▸ **Record extracts**:
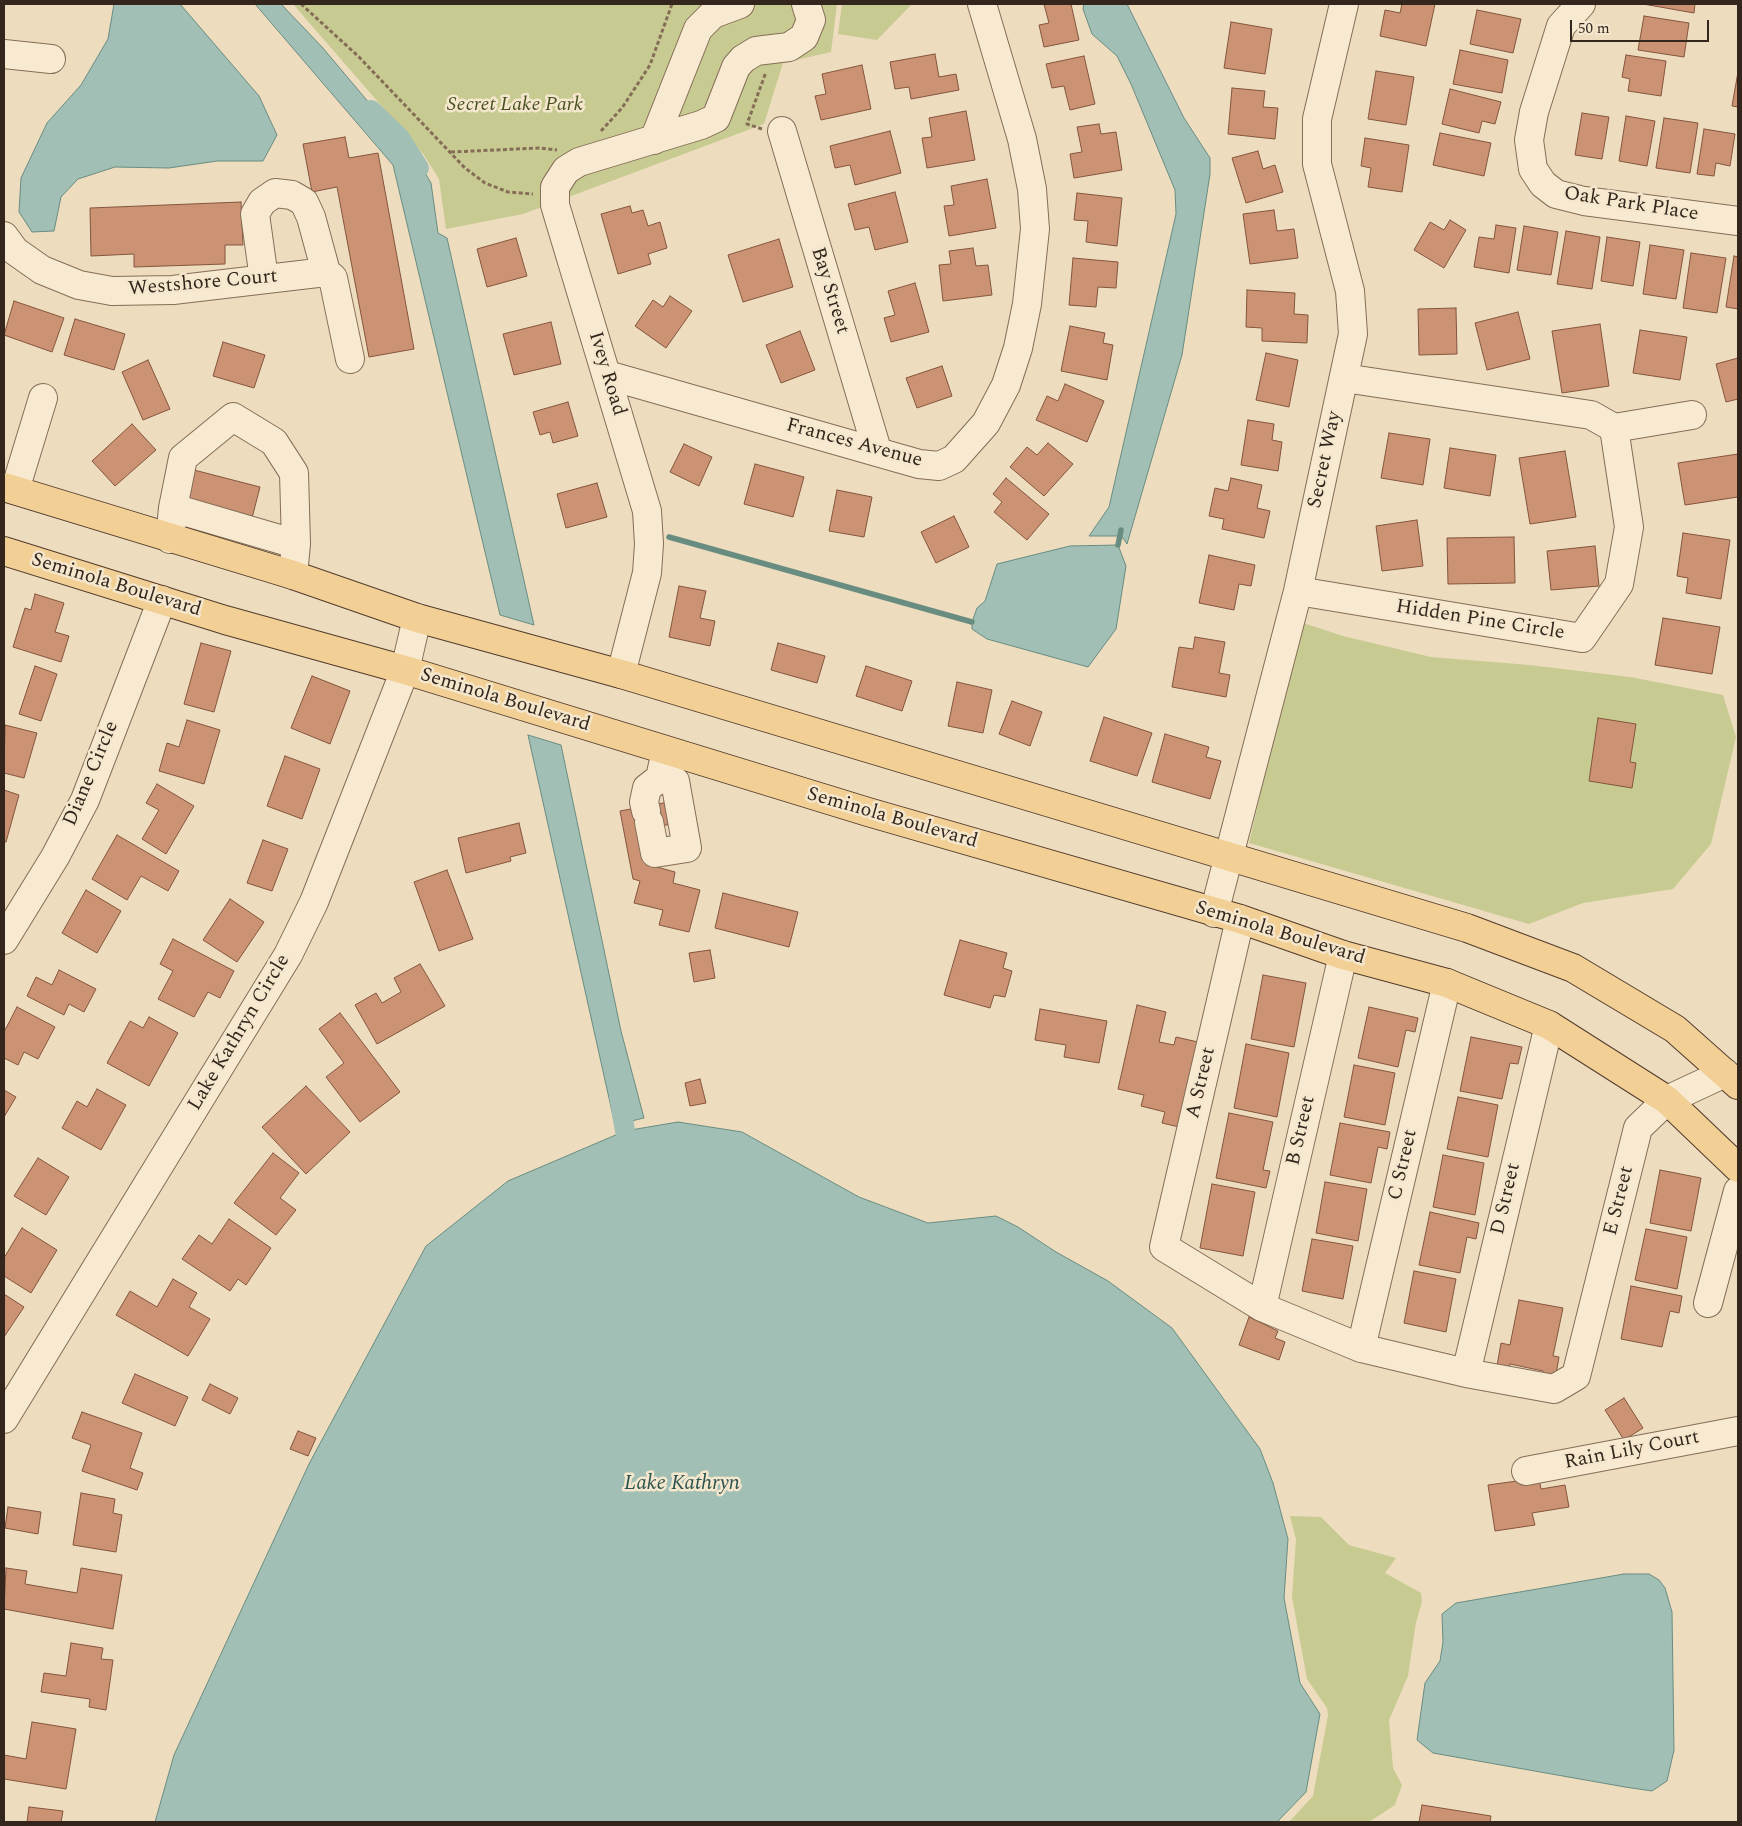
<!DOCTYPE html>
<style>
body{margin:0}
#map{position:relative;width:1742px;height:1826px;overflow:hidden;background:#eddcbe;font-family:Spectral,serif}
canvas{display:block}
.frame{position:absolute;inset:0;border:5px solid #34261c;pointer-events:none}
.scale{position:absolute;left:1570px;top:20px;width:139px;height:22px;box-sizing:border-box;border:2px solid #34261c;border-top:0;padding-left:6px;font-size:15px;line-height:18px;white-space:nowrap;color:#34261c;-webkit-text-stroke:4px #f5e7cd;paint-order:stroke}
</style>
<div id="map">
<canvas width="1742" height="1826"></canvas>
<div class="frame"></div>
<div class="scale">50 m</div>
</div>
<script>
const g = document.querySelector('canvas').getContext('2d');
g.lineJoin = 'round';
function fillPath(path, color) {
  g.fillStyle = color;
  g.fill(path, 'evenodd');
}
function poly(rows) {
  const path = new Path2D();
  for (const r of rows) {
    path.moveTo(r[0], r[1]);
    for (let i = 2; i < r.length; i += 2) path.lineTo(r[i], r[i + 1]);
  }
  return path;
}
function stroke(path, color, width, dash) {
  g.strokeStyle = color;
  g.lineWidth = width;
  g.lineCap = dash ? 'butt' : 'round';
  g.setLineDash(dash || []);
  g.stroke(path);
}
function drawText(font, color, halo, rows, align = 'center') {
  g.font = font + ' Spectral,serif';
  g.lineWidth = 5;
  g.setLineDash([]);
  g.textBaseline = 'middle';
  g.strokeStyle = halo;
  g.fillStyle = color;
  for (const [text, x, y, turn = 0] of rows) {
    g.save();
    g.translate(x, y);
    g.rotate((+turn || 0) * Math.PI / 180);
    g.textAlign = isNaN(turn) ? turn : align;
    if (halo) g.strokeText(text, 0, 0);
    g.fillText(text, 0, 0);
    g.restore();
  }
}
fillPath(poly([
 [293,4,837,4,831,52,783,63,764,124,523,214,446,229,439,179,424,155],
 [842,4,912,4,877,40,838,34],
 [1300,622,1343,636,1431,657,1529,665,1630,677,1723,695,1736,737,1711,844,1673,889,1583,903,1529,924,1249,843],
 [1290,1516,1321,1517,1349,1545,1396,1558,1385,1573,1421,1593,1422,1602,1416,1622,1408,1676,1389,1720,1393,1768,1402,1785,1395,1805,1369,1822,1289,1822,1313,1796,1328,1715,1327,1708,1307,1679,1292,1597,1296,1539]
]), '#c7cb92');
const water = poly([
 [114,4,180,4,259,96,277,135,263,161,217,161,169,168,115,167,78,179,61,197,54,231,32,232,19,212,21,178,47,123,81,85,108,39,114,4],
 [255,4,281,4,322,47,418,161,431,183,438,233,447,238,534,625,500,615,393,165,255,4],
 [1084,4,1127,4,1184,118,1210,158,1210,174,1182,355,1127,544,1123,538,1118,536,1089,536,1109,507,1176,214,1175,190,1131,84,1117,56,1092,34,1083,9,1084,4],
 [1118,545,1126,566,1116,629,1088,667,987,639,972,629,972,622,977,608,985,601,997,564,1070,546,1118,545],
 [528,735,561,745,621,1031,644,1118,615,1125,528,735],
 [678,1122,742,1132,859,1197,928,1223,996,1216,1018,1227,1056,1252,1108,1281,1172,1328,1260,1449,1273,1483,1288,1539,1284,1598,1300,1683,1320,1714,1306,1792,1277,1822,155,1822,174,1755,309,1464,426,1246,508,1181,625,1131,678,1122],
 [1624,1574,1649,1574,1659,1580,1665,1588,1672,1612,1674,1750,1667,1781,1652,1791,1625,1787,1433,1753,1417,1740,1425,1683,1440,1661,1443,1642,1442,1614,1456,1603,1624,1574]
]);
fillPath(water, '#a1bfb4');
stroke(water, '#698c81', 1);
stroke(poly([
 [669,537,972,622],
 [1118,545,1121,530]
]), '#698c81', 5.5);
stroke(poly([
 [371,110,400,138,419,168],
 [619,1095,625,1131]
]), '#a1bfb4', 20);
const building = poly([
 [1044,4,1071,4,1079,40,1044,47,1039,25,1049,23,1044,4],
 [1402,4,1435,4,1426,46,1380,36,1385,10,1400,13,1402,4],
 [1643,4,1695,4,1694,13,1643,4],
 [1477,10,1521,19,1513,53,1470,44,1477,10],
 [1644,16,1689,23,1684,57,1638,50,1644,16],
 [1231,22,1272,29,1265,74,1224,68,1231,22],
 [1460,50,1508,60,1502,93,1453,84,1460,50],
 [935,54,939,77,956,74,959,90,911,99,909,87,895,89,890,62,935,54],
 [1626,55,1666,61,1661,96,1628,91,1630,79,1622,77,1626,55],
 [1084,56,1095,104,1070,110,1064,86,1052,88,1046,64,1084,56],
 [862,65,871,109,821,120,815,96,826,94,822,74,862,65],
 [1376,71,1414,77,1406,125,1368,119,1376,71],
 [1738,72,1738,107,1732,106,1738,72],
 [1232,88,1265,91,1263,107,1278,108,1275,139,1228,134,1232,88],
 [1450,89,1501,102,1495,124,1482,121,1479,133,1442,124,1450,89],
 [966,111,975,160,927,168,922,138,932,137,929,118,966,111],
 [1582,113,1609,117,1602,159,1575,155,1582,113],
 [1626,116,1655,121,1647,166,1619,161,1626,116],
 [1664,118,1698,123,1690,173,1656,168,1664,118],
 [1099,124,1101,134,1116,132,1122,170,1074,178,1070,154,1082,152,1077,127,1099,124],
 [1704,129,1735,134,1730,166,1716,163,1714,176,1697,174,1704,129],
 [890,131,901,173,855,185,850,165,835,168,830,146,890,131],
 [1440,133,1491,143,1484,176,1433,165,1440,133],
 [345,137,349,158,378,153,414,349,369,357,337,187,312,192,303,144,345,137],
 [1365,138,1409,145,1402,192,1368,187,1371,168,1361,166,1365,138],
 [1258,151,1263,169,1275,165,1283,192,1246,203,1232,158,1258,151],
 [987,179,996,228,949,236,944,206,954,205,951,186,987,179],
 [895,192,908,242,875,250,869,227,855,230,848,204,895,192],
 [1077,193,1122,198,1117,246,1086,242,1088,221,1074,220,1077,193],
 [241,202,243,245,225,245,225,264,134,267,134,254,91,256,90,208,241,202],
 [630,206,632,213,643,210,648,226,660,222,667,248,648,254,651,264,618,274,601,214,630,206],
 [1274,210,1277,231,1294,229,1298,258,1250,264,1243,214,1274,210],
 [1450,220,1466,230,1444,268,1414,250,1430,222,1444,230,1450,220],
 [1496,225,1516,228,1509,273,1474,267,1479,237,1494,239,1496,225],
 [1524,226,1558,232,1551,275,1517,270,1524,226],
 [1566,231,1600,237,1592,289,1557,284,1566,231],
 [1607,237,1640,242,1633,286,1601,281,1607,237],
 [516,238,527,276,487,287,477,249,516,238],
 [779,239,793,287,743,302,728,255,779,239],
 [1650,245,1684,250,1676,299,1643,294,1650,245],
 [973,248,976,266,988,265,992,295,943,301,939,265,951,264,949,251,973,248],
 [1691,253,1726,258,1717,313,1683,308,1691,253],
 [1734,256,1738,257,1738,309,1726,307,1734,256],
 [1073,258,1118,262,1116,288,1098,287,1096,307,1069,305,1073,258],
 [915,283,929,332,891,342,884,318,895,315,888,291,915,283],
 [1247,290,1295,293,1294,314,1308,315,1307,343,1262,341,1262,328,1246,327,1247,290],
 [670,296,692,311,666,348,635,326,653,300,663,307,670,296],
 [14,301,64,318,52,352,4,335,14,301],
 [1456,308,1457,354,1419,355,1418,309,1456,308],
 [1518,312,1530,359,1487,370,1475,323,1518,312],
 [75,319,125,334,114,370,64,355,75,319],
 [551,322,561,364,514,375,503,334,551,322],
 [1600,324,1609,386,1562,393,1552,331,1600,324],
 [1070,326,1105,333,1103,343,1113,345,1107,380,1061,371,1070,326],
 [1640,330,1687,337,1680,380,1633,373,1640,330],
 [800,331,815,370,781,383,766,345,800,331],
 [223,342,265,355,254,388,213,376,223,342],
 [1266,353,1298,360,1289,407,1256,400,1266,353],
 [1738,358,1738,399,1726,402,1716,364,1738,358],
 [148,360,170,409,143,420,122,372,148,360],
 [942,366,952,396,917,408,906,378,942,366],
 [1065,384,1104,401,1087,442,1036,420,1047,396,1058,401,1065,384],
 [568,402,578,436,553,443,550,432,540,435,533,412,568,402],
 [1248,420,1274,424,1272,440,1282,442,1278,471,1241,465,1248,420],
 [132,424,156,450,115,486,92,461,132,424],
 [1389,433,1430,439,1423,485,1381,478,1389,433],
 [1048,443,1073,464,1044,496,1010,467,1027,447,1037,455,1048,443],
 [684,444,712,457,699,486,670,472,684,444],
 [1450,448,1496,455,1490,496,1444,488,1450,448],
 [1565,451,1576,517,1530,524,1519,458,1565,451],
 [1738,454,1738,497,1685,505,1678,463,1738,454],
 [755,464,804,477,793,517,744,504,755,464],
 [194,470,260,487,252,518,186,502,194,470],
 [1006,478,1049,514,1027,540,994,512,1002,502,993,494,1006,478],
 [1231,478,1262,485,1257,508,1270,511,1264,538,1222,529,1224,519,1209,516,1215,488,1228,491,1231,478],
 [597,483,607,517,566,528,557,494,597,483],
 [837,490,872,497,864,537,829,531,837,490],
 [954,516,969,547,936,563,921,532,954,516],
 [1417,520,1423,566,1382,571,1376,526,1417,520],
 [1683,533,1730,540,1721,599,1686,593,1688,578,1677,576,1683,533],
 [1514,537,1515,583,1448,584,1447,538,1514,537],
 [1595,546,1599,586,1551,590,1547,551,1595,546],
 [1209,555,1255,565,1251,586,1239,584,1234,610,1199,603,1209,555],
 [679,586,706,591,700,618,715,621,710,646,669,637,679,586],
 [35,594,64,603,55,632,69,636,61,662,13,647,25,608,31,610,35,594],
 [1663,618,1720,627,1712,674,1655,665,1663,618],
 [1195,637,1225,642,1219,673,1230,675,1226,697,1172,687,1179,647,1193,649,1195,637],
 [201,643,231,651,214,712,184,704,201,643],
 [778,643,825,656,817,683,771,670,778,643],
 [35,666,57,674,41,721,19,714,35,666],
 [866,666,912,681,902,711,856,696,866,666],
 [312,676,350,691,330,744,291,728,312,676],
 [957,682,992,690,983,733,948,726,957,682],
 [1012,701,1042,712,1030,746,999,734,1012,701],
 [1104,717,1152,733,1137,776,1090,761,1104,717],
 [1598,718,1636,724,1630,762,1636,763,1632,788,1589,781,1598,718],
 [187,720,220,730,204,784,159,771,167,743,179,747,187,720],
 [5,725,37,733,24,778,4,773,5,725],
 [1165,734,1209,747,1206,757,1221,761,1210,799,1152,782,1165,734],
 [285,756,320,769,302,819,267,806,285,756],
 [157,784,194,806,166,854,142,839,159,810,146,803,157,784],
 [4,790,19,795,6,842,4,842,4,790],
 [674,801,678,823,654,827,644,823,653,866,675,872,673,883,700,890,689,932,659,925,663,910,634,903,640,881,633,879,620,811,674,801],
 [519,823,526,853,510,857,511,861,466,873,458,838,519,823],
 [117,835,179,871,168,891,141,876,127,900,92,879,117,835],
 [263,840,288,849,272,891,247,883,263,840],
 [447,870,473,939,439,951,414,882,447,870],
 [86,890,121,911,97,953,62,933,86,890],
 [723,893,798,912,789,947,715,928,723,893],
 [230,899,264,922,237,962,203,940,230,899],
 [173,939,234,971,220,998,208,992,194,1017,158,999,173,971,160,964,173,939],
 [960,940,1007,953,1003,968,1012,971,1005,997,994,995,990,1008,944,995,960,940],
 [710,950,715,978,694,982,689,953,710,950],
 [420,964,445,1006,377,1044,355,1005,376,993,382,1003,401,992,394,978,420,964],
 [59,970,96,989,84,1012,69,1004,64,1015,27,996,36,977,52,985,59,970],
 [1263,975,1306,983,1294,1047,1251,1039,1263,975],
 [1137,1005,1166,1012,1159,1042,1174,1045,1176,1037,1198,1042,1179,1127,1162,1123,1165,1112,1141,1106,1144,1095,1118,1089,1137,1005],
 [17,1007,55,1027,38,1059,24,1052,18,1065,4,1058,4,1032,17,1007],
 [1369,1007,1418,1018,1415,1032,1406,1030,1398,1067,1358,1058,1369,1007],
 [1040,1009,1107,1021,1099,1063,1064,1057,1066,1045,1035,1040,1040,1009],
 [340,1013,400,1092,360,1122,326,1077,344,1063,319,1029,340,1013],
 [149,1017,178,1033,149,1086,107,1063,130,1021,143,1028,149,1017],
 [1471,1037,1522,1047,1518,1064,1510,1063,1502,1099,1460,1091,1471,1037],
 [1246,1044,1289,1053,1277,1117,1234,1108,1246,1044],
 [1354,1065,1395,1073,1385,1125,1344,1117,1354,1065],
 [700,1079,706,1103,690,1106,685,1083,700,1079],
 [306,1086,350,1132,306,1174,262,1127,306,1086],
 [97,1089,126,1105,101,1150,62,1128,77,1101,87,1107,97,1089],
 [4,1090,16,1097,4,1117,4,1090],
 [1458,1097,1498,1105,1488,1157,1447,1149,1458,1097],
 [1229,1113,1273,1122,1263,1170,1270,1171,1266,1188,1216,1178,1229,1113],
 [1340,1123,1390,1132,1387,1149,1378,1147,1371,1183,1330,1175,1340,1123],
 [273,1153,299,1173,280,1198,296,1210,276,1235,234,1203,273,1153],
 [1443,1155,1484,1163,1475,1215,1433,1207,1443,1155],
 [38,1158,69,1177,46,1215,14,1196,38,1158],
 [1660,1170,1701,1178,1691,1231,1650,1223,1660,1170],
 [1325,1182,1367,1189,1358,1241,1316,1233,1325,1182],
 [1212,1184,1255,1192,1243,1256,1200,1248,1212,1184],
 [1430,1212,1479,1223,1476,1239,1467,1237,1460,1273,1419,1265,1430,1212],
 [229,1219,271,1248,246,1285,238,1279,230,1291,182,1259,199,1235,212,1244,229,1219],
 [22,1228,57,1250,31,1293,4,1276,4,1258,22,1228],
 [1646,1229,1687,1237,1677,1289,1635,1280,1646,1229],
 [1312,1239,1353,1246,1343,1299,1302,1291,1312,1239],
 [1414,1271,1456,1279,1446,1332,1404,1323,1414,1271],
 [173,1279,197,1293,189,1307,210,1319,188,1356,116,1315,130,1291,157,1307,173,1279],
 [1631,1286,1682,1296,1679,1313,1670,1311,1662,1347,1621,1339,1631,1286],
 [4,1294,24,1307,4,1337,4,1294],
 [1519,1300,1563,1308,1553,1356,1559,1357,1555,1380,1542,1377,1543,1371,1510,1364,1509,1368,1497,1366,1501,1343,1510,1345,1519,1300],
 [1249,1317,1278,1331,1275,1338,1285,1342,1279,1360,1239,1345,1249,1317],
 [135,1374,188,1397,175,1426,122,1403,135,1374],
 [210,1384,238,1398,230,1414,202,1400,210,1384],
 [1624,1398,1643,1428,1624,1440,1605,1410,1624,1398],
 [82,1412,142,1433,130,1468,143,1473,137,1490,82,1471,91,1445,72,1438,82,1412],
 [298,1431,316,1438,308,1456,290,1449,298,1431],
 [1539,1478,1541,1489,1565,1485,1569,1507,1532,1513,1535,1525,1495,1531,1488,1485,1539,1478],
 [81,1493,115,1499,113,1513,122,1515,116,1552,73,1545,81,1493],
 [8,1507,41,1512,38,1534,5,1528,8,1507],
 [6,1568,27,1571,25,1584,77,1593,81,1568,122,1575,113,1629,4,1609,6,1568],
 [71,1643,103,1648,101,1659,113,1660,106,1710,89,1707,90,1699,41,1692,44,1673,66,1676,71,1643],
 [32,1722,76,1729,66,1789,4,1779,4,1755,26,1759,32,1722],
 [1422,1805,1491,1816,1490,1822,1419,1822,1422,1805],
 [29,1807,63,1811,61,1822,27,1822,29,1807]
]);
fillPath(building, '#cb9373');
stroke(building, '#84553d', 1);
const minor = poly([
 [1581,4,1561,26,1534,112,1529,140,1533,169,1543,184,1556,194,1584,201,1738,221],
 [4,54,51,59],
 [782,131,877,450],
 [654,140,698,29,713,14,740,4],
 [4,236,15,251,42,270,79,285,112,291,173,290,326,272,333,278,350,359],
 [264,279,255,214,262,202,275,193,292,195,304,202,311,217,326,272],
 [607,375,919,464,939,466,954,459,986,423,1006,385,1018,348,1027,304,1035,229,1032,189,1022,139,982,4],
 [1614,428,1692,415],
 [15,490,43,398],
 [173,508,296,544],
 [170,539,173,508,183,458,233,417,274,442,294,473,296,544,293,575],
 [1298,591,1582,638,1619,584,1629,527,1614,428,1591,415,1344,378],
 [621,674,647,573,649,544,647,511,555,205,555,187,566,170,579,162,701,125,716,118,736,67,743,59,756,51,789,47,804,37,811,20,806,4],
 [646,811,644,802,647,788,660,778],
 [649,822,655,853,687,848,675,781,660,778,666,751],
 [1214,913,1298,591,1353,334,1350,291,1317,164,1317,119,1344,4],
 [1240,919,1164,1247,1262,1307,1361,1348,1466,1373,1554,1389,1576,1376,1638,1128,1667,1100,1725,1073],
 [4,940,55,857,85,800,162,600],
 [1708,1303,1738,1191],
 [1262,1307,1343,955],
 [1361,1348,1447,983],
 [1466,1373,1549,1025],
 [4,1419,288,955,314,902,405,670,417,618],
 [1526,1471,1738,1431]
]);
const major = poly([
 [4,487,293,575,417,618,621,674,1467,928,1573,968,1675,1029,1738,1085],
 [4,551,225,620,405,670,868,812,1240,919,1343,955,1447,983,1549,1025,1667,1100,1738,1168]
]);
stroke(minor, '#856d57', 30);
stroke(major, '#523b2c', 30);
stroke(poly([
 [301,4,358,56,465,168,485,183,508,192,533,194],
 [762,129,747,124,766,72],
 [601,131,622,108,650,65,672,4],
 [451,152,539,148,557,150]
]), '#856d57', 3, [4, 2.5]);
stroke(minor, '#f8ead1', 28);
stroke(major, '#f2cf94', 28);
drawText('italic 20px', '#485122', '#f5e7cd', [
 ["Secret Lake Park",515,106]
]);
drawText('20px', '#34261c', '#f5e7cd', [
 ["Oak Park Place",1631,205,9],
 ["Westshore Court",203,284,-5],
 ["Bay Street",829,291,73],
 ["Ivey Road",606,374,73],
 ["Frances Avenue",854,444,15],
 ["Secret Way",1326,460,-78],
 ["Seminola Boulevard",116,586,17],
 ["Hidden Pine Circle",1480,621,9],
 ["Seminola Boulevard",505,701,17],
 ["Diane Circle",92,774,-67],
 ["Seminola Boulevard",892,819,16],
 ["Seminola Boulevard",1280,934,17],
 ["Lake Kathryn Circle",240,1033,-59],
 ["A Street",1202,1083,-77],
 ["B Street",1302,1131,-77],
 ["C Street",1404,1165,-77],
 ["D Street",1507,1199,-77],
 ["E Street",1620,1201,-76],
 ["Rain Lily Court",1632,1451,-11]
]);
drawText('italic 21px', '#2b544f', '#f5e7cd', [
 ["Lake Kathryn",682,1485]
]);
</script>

▸ **Work item**: Each line holding the word "align" must be copied from the data.

▸ **Exercise solution**:
function drawText(font, color, halo, rows, align = 'center') {
    g.textAlign = isNaN(turn) ? turn : align;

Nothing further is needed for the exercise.